■ **Saved entries**:
==*==
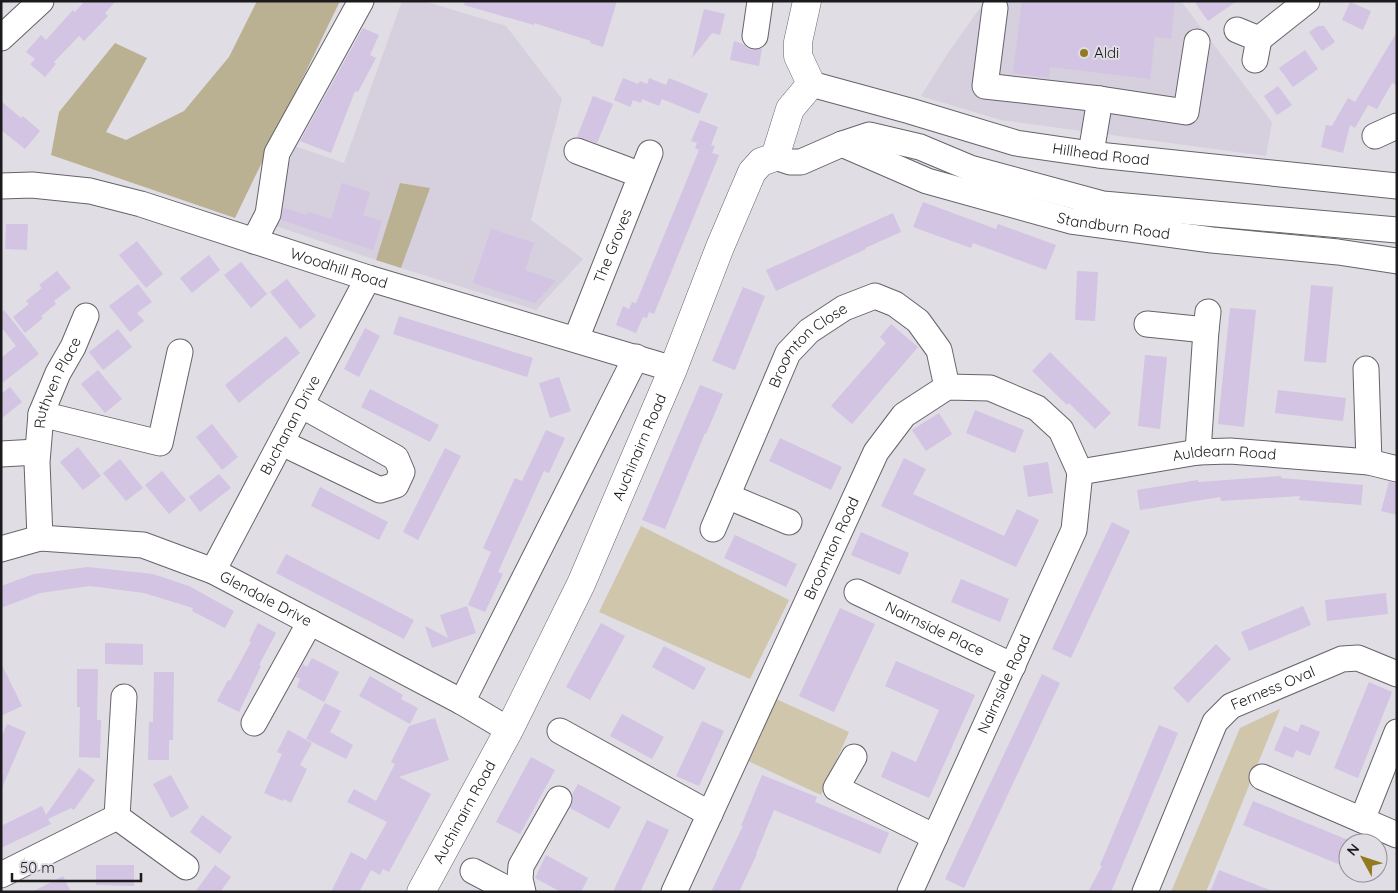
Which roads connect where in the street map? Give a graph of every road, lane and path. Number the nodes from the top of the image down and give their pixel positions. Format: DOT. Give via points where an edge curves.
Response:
graph roads {
  1 [pos="41,1"];
  2 [pos="361,1"];
  3 [pos="760,1"];
  4 [pos="807,1"];
  5 [pos="1307,1"];
  6 [pos="995,8"];
  7 [pos="755,36"];
  8 [pos="1,38"];
  9 [pos="1197,42"];
  10 [pos="1250,43"];
  11 [pos="811,84"];
  12 [pos="1100,99"];
  13 [pos="842,144"];
  14 [pos="577,151"];
  15 [pos="1091,154"];
  16 [pos="775,157"];
  17 [pos="1,186"];
  18 [pos="1397,186"];
  19 [pos="1397,230"];
  20 [pos="254,242"];
  21 [pos="1397,261"];
  22 [pos="368,278"];
  23 [pos="86,316"];
  24 [pos="1147,324"];
  25 [pos="576,340"];
  26 [pos="180,352"];
  27 [pos="636,357"];
  28 [pos="673,369"];
  29 [pos="1366,369"];
  30 [pos="948,387"];
  31 [pos="301,405"];
  32 [pos="42,414"];
  33 [pos="282,443"];
  34 [pos="37,452"];
  35 [pos="1198,452"];
  36 [pos="1,454"];
  37 [pos="1369,462"];
  38 [pos="1397,469"];
  39 [pos="1080,472"];
  40 [pos="727,496"];
  41 [pos="789,522"];
  42 [pos="713,530"];
  43 [pos="40,538"];
  44 [pos="1,549"];
  45 [pos="213,571"];
  46 [pos="857,592"];
  47 [pos="310,622"];
  48 [pos="1013,666"];
  49 [pos="1397,674"];
  50 [pos="124,697"];
  51 [pos="462,702"];
  52 [pos="254,722"];
  53 [pos="509,730"];
  54 [pos="560,731"];
  55 [pos="1397,732"];
  56 [pos="854,757"];
  57 [pos="1262,777"];
  58 [pos="560,799"];
  59 [pos="710,814"];
  60 [pos="117,817"];
  61 [pos="1362,820"];
  62 [pos="1397,835"];
  63 [pos="936,837"];
  64 [pos="186,867"];
  65 [pos="473,871"];
  66 [pos="1,875"];
  67 [pos="421,892"];
  68 [pos="513,892"];
  69 [pos="523,892"];
  70 [pos="674,892"];
  71 [pos="910,892"];
  72 [pos="1145,892"];
  1 -- 8 [label="street"];
  2 -- 20 [label="street" via="277,153 268,214"];
  3 -- 7 [label="street"];
  4 -- 11 [label="main road" via="798,56"];
  5 -- 10 [label="street"];
  6 -- 12 [label="street" via="985,86"];
  9 -- 12 [label="street" via="1186,112"];
  11 -- 15 [label="street, Hillhead Road" via="1016,143"];
  11 -- 16 [label="main road" via="790,109"];
  12 -- 15 [label="street"];
  13 -- 16 [label="street, Standburn Road" via="801,162"];
  13 -- 19 [label="street, Standburn Road" via="869,135 912,145 970,168 1103,204"];
  13 -- 21 [label="street, Standburn Road" via="927,181 1071,221"];
  14 -- 25 [label="street, The Groves" via="645,164"];
  15 -- 18 [label="street, Hillhead Road"];
  16 -- 28 [label="main road, Auchinairn Road" via="761,162 752,172"];
  17 -- 20 [label="street, Woodhill Road" via="32,185 90,191 141,204"];
  20 -- 22 [label="street, Woodhill Road"];
  22 -- 25 [label="street, Woodhill Road"];
  22 -- 31 [label="street, Buchanan Drive"];
  23 -- 32 [label="street, Ruthven Place"];
  24 -- 35 [label="street" via="1207,321"];
  25 -- 27 [label="street, Woodhill Road"];
  26 -- 32 [label="street" via="160,442"];
  27 -- 28 [label="street, Woodhill Road"];
  27 -- 51 [label="street"];
  28 -- 53 [label="main road, Auchinairn Road" via="581,584"];
  29 -- 37 [label="street"];
  30 -- 39 [label="street" via="990,388 1037,408 1061,430"];
  30 -- 40 [label="street, Broomton Close" via="939,350 918,321 896,304 875,296 844,308 809,330 788,353"];
  30 -- 59 [label="street, Broomton Road" via="904,415 876,452"];
  31 -- 33 [label="street, Buchanan Drive"];
  31 -- 33 [label="street" via="396,458 402,472 396,485 380,490"];
  32 -- 34 [label="street, Ruthven Place"];
  33 -- 45 [label="street, Buchanan Drive"];
  34 -- 36 [label="street, Ruthven Place"];
  34 -- 43 [label="street, Ruthven Place"];
  35 -- 37 [label="street, Auldearn Road" via="1230,451"];
  35 -- 39 [label="street, Auldearn Road"];
  37 -- 38 [label="street, Auldearn Road"];
  39 -- 48 [label="street, Nairnside Road" via="1074,530"];
  40 -- 41 [label="street"];
  40 -- 42 [label="street, Broomton Close"];
  43 -- 44 [label="street, Glendale Drive"];
  43 -- 45 [label="street, Glendale Drive" via="143,545"];
  45 -- 47 [label="street, Glendale Drive"];
  46 -- 48 [label="street, Nairnside Place"];
  47 -- 51 [label="street, Glendale Drive"];
  47 -- 52 [label="street"];
  48 -- 63 [label="street, Nairnside Road"];
  49 -- 72 [label="street, Ferness Oval" via="1358,658 1342,658 1231,706 1215,722"];
  50 -- 60 [label="street"];
  51 -- 53 [label="street, Glendale Drive"];
  53 -- 67 [label="main road, Auchinairn Road"];
  54 -- 59 [label="street"];
  55 -- 61 [label="street"];
  56 -- 63 [label="street" via="836,788"];
  57 -- 61 [label="street"];
  58 -- 69 [label="street" via="522,866"];
  59 -- 70 [label="street, Broomton Road"];
  60 -- 64 [label="street"];
  60 -- 66 [label="street"];
  61 -- 62 [label="street"];
  63 -- 71 [label="street, Nairnside Road"];
  65 -- 68 [label="street"];
}
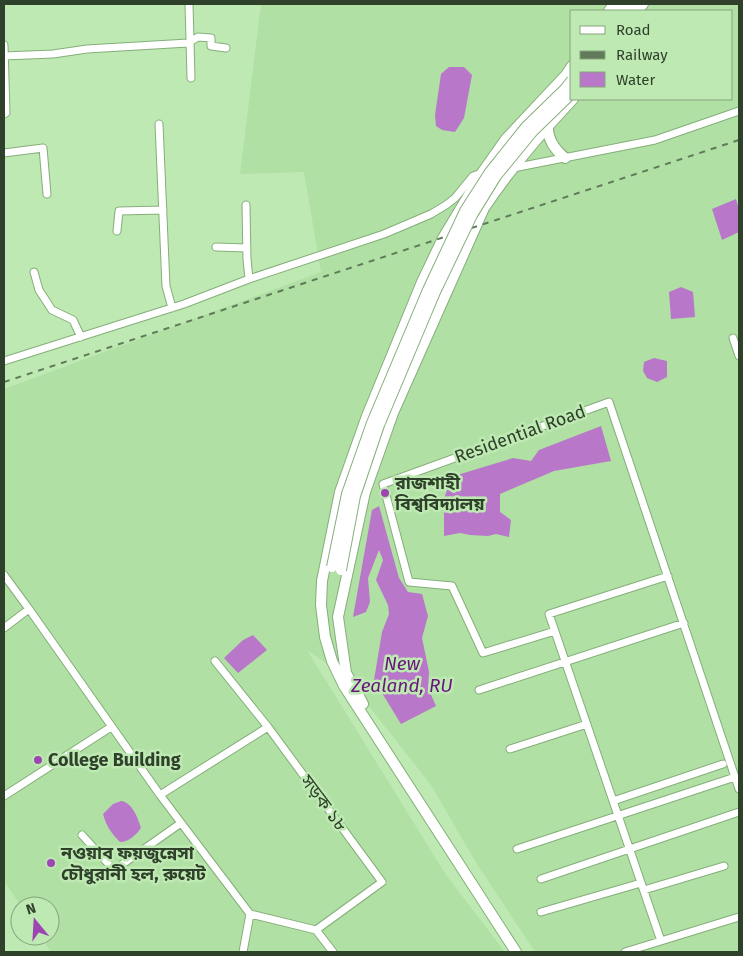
==*==
Lines that contain "Auldearn" are the result; find them in the entries above and copy each one.

  35 -- 37 [label="street, Auldearn Road" via="1230,451"];
  35 -- 39 [label="street, Auldearn Road"];
  37 -- 38 [label="street, Auldearn Road"];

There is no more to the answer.